A necessidade da avaliação psicológica para se submeter à cirurgia bariátrica é reconhecida pelo Conselho Federal de Medicina, por meio de Resoluções que definem indicações, procedimentos e equipe. Nesse sentido, a presença do psicólogo na equipe de cirurgia bariátrica é fundamental. Nossa reportagem ouviu a psicóloga Valquíria Arêas para saber a importância do profissional dentro deste contexto cirúrgico.
Mania de Saúde – Quais são os fatores ligados a obesidade?
Valquíria Arêas –
Quando a gente fala em obesidade, a primeira coisa que nos vem à cabeça é a pessoa que se alimenta em excesso e gasta pouca caloria. Mas não envolve só isso, engloba uma série de fatores. A obesidade envolve elementos fisiológicos, emocionais, ambientais, genéticos, comportamentais. E ainda traz comorbidades, doenças associadas. Normalmente o obeso tem hipertensão arterial, pode desenvolver diabetes tipo 2, propensão a problemas articulares. Além disso, tem as limitações físicas. O obeso não consegue desenvolver atividades que uma pessoa com o índice de massa corpórea ideal consegue. Dentro do próprio ambiente de trabalho a pessoa não consegue desenvolver determinados tipos de tarefas, dependendo de algum colega para executar, o que pode trazer constrangimentos.

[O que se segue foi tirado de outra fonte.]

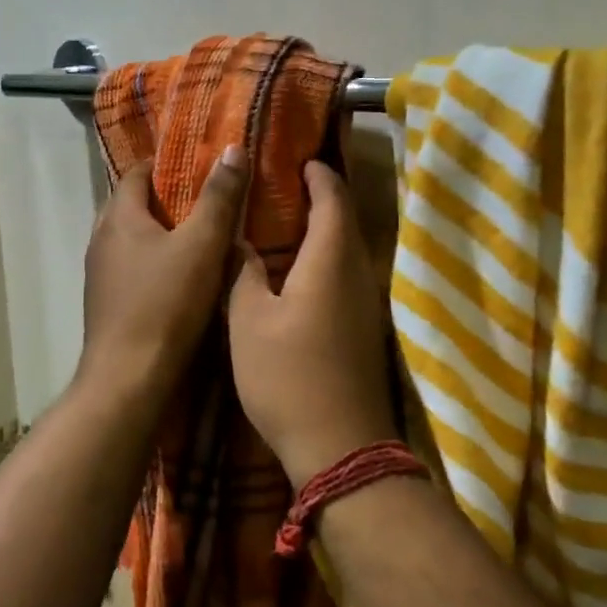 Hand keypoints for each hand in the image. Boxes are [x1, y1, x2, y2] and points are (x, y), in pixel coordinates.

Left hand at [79, 146, 247, 402]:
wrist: (129, 378)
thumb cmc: (165, 304)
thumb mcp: (202, 244)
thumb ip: (219, 197)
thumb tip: (231, 148)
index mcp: (118, 217)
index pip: (138, 173)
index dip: (168, 164)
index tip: (202, 165)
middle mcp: (101, 240)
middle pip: (134, 206)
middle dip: (169, 200)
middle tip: (210, 200)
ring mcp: (101, 275)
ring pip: (134, 240)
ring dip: (163, 234)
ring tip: (203, 237)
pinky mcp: (109, 305)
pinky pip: (134, 269)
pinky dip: (157, 263)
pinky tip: (185, 278)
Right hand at [229, 161, 395, 483]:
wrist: (340, 447)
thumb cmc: (287, 376)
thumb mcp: (249, 320)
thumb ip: (244, 273)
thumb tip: (240, 241)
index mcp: (331, 259)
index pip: (332, 197)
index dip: (317, 174)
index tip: (296, 159)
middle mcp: (358, 272)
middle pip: (345, 219)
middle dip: (320, 196)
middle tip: (283, 185)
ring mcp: (366, 303)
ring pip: (347, 248)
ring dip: (323, 228)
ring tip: (285, 221)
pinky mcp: (364, 329)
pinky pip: (346, 274)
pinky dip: (325, 257)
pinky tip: (298, 270) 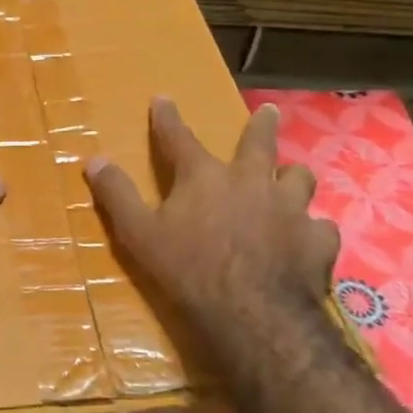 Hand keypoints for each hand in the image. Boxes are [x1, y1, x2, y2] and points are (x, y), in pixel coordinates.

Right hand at [85, 98, 339, 355]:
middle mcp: (251, 182)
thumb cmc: (188, 270)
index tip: (162, 98)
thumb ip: (117, 195)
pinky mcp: (317, 240)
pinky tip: (307, 238)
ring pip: (299, 178)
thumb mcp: (139, 234)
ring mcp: (290, 208)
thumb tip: (93, 160)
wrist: (253, 314)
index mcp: (204, 177)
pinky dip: (311, 229)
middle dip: (261, 125)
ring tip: (290, 177)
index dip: (167, 118)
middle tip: (269, 112)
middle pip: (259, 143)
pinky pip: (319, 226)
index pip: (179, 138)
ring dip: (291, 176)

Mania de Saúde – O que o paciente busca quando decide pela cirurgia?
Valquíria Arêas –
O maior desejo do paciente obeso é uma mudança. Ele vê a cirurgia bariátrica como a possibilidade de mudar totalmente a sua vida. Ele deposita nesse emagrecimento todas as chances de realização profissional, muitas vezes de restaurar um casamento, melhorar sua autoestima. Ele acha que tudo será resolvido. E realmente é uma vida nova. Quando o paciente procura o cirurgião bariátrico, ele já vem de um histórico de tentativas frustradas de emagrecimento. Já passou por todas as dietas da moda, muitas vezes fez uso de medicamentos e não consegue sair do sobrepeso. Com isso a autoestima já está comprometida com o sentimento de inferioridade. E esse paciente sofre com o preconceito, que acaba acarretando no afastamento do convívio social. Isso vai deixando o paciente mais deprimido e ele acaba usando o alimento como uma espécie de compensação por aquela dor que ele sente. 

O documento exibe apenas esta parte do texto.